Using this model as a general approach, we will repeat the model building exercise for the first time ART adherence as measured by MyTPill and Wisepill, respectively; since we expect that we will be able to measure adherence by both MyTPill and Wisepill as continuous variables, we will examine the adherence distribution and choose an appropriate model based on distribution: linear if normally distributed, binary logistic dichotomised at 100% adherence and <100% adherence or hurdle/zero-inflated negative binomial for simultaneous modelling of 100% adherence and <100% adherence. Afterwards, if sample size permits, we will create similar models for ART adherence measurement discordance (MyTPill vs DBS, Wisepill vs DBS), again choosing based model type on the observed distribution. Using the lessons learnt from these models, we will develop more sophisticated models taking into account the multiple adherence measurements obtained over time in each study arm. The TFLB offers a unique opportunity to gather measurements that change over time. We will use these time varying data in generalised linear models with mixed random effects or generalised method of moment approaches, both of which take into account correlation between measurements in longitudinal data. The within-participant correlations will be accounted for according to the type of analysis performed.

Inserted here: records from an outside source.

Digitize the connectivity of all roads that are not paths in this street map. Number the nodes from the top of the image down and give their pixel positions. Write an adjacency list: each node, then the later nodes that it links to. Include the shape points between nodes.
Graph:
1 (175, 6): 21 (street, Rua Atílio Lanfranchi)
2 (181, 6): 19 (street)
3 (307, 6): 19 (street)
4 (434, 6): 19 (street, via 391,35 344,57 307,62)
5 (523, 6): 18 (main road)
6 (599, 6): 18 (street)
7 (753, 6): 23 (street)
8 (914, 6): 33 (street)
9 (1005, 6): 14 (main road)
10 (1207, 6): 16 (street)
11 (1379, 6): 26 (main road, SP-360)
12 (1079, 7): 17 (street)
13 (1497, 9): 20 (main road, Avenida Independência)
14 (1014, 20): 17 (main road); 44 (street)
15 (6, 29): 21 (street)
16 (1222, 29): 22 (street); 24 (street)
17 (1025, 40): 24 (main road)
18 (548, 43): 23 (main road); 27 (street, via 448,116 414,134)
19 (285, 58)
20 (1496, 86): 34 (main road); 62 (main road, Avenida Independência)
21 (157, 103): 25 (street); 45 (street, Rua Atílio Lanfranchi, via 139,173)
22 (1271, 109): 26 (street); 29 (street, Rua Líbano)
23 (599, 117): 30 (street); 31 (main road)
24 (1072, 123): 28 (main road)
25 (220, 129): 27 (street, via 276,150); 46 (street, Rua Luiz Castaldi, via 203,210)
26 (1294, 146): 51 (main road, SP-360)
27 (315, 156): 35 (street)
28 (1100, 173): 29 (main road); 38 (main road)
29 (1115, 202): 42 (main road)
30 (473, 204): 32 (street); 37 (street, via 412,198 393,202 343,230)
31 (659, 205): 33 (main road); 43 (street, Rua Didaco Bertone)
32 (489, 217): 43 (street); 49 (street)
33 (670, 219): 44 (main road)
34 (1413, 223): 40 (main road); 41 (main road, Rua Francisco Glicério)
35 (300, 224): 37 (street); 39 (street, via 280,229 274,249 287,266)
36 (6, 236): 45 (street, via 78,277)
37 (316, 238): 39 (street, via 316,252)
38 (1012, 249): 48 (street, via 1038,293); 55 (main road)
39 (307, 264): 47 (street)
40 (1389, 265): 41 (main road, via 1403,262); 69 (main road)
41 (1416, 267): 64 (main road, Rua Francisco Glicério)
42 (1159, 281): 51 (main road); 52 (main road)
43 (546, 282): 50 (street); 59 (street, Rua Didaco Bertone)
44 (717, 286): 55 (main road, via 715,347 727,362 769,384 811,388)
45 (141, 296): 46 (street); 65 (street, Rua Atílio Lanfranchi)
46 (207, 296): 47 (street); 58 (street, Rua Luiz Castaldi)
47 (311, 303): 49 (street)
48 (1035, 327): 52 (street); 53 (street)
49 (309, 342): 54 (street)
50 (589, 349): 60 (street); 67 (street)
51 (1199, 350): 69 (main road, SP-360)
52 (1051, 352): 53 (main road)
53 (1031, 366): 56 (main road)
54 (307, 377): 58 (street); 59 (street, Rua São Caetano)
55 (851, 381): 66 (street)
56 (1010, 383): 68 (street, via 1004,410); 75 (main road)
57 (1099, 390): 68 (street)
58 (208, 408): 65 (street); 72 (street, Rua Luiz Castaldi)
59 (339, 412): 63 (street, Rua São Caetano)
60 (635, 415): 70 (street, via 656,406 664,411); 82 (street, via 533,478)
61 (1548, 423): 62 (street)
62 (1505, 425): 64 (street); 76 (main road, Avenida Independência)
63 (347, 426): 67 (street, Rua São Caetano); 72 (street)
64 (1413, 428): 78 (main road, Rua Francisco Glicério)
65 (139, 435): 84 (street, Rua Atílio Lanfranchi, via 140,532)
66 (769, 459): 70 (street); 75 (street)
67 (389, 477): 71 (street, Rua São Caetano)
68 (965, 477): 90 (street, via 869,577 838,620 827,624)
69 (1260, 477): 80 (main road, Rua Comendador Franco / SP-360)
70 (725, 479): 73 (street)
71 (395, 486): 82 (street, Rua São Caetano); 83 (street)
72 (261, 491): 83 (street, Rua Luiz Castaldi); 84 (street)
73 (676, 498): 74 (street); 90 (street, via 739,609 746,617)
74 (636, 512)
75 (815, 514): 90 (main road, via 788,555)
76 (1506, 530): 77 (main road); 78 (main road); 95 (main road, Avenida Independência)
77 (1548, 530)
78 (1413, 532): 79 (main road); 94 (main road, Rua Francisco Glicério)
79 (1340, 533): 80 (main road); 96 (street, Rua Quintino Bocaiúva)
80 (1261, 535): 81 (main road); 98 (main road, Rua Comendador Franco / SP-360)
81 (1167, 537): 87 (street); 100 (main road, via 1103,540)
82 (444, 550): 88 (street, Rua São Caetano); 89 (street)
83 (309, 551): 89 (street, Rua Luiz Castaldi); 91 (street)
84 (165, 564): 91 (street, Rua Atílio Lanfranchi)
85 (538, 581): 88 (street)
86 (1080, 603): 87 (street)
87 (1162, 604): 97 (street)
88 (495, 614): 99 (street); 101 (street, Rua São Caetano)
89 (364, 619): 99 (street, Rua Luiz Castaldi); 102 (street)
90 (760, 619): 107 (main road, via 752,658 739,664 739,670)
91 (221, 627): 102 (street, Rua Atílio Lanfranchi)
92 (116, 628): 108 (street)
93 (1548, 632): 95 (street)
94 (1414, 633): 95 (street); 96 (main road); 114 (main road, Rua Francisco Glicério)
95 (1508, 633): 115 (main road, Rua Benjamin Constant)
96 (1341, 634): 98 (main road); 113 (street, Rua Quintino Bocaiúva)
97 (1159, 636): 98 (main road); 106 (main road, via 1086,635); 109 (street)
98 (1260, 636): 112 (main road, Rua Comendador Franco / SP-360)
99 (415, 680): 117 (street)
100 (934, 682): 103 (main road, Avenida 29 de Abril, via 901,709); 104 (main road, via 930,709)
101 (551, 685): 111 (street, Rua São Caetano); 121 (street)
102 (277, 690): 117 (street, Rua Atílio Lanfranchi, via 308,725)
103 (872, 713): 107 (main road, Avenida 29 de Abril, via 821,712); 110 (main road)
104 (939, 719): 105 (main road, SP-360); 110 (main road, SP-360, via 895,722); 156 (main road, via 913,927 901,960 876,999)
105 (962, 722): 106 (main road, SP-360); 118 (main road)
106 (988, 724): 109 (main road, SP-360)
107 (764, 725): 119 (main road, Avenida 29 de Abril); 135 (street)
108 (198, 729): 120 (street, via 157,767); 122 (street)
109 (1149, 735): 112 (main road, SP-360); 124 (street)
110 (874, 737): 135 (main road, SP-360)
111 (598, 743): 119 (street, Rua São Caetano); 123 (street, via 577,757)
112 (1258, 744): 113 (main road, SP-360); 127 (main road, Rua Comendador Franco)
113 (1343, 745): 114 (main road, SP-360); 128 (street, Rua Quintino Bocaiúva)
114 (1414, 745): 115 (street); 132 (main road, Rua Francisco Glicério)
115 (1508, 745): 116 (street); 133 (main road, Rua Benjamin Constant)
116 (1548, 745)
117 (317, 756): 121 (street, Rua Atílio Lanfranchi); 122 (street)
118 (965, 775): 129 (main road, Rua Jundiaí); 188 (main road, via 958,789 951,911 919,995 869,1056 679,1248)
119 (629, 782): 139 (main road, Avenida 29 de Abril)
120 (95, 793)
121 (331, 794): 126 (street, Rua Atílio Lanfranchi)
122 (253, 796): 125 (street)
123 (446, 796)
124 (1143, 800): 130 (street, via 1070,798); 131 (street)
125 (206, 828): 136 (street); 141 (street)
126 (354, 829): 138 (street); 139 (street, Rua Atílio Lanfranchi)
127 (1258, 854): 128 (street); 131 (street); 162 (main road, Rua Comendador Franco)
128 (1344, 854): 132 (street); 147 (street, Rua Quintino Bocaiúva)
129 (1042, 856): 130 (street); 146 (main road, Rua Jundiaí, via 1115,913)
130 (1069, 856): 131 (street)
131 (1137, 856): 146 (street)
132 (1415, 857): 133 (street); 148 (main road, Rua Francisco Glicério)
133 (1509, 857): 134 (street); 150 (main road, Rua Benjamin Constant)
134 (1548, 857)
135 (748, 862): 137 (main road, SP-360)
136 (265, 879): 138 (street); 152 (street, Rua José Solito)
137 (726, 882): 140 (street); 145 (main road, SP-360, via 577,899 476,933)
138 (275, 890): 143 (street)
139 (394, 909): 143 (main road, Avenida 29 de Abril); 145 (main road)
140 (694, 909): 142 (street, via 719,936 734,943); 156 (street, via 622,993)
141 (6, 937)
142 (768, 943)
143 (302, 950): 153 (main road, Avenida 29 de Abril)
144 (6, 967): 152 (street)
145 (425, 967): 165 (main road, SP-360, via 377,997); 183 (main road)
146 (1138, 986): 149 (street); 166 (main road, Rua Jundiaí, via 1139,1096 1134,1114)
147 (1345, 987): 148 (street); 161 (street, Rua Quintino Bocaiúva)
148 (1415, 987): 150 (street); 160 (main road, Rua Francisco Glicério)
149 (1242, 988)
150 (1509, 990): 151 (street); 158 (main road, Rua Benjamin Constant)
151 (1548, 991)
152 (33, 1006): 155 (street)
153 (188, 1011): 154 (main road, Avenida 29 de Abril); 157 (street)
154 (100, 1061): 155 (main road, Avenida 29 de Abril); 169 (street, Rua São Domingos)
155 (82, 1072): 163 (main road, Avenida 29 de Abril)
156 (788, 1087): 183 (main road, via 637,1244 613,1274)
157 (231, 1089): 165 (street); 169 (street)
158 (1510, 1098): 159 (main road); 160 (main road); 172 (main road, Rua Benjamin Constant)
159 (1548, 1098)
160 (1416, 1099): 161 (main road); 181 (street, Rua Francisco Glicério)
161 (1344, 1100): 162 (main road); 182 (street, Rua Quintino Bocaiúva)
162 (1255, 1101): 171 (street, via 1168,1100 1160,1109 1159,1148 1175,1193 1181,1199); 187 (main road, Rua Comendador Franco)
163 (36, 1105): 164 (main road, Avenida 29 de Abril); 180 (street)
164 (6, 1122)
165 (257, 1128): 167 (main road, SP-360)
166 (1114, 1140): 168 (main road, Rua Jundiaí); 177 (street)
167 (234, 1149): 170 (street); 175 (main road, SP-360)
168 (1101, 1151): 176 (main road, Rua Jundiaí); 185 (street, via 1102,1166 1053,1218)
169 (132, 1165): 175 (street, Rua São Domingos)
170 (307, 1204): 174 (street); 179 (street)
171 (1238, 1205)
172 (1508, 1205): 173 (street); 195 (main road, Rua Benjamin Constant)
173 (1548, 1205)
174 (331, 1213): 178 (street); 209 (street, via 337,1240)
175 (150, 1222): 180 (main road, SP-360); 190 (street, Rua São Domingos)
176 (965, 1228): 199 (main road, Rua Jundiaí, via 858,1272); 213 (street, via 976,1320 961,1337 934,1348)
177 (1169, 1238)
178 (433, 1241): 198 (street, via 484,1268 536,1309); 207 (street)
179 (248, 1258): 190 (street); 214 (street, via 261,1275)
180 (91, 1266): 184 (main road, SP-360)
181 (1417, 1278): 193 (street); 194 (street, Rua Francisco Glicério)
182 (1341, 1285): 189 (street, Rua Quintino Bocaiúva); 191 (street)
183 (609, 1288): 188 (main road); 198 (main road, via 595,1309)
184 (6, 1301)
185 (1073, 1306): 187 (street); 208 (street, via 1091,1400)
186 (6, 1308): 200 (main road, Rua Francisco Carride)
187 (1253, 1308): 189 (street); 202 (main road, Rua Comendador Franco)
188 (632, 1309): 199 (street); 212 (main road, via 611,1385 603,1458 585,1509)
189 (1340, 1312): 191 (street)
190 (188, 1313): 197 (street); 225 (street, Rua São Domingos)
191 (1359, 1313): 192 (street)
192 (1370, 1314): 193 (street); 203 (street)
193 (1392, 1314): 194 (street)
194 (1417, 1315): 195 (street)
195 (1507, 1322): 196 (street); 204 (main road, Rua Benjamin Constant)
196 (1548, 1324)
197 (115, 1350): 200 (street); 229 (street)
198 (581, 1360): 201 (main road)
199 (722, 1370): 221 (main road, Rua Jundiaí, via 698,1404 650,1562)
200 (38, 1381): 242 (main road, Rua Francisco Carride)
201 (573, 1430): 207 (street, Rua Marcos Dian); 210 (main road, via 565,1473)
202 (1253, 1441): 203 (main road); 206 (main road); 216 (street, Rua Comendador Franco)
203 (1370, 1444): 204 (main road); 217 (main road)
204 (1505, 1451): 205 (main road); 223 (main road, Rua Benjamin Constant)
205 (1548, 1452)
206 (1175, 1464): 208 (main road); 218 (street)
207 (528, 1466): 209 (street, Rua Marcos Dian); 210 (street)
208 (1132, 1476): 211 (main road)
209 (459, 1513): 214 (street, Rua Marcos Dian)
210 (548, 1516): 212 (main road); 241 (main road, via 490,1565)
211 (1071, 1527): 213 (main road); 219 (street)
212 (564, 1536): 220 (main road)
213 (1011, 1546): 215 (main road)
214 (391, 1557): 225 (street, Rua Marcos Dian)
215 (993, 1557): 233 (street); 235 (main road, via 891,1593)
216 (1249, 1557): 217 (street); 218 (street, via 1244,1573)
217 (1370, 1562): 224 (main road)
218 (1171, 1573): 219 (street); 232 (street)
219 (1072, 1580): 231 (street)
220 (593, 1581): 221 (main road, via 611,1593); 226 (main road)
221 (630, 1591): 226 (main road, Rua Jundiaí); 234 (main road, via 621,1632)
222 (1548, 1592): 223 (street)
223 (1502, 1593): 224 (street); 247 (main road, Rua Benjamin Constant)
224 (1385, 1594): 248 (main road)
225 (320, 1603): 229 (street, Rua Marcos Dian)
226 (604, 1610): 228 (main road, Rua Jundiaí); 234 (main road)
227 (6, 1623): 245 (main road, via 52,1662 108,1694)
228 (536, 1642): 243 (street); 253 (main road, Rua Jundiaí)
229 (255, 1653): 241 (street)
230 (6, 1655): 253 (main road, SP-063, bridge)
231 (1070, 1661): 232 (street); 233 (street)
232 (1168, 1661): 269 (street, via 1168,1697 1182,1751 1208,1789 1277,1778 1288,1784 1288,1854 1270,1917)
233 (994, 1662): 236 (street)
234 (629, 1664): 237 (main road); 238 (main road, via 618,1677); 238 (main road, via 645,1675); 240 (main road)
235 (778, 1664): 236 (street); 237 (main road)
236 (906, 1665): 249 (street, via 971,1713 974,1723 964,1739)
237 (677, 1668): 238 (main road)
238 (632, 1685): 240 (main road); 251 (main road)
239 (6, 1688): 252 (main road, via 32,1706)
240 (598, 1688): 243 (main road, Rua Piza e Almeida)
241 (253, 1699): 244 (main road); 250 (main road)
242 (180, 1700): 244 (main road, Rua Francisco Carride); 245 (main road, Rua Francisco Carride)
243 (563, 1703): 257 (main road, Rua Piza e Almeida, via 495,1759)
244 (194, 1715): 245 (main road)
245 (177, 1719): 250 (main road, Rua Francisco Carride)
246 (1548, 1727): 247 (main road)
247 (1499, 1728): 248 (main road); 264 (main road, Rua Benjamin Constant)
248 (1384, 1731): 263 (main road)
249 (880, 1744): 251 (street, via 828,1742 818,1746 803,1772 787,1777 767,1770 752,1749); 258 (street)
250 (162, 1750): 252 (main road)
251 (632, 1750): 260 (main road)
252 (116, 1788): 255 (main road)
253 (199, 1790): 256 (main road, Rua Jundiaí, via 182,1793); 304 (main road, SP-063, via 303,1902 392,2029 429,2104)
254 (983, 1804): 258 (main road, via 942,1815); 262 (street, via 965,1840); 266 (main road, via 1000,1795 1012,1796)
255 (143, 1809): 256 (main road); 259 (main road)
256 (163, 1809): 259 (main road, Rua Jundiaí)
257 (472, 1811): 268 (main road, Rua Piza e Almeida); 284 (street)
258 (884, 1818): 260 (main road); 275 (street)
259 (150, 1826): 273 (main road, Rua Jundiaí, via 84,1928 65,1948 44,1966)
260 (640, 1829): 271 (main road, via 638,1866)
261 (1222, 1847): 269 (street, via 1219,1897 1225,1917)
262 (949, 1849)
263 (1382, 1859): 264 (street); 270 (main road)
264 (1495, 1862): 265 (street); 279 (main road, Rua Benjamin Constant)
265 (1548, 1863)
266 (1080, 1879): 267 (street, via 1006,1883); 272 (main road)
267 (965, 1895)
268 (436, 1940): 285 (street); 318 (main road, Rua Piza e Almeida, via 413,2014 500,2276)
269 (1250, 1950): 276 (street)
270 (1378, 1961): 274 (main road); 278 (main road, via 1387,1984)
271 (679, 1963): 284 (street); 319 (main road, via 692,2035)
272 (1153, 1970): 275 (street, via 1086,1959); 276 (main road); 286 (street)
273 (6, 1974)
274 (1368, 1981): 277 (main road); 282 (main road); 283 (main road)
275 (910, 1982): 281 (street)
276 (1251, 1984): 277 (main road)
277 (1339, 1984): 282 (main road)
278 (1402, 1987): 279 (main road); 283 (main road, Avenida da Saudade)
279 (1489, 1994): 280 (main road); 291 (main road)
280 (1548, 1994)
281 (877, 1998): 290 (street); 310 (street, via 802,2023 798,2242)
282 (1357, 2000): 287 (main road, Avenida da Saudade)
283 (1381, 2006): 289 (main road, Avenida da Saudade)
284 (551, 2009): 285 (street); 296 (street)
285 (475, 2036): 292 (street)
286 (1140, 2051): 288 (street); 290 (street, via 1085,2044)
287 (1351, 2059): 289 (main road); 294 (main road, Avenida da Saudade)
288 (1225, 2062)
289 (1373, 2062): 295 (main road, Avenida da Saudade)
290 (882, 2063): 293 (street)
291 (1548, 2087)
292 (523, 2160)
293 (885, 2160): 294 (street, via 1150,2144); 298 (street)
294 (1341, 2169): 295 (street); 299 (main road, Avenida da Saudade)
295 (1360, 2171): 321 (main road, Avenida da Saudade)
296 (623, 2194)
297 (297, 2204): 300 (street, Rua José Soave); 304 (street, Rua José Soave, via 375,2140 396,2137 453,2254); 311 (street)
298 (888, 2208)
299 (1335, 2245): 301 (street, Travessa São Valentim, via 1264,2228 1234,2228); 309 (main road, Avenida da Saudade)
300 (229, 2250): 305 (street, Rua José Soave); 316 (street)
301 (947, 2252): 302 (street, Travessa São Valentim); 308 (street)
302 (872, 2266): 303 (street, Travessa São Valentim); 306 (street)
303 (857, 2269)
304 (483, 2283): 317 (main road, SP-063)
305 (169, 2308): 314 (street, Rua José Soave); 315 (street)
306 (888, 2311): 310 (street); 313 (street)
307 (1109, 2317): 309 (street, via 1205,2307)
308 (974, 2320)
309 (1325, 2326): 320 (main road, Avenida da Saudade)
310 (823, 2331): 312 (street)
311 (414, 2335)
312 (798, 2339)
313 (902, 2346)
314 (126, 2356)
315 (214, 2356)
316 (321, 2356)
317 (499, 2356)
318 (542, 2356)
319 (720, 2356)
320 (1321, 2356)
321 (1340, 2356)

The adjustments will be necessary when the same cohort is compared against itself as part of the cross-over design.

Patient safety

We anticipate the major risks from participation are from the potential for exposure to metal components in the digital pill, and retention of the radiofrequency emitter portion of the digital pill. Major psychological discomforts could occur during study interviews when participants are asked about their adherence patterns. Participants will be monitored for the occurrence of undesirable/adverse events. Unexpected and related adverse events will be reported to the institutional review board (IRB) within five working days of the investigator first becoming aware of the problem.

Data monitoring

A data safety monitoring board (DSMB) comprised three researchers external to the study with expertise in ART, stimulant use, technology security and behavioural interventions, will oversee the conduct of this research. The DSMB will meet at initiation, annually thereafter and at the completion of 50% participant accrual. The DSMB will review the protocol, study plan and all study documents; evaluate the enrolment and data collection progress; review human subject’s protection and data safety; make recommendations regarding continuation, termination or modification of the study plan; and provide written annual reports to the investigators and the National Institutes of Health if required. The investigators will report DSMB activities to the IRB and National Institute on Drug Abuse in annual progress reports.

Limitations

There exists a strong likelihood that MyTPill and Wisepill increases our participants’ awareness that their ART adherence behaviour is being monitored, potentially improving it (Hawthorne effect). We considered examining for a potential Hawthorne effect by cross-over randomised controlled trial design in which participants were randomised, for example, to receive: (1) MyTPill immediately or (2) MyTPill after a 3-month delay following enrolment in the trial, using viral suppression at each month as the endpoint. However, both groups in this arrangement still are likely to be equally affected by the Hawthorne effect, and any differential Hawthorne effects will be counterbalanced by randomisation.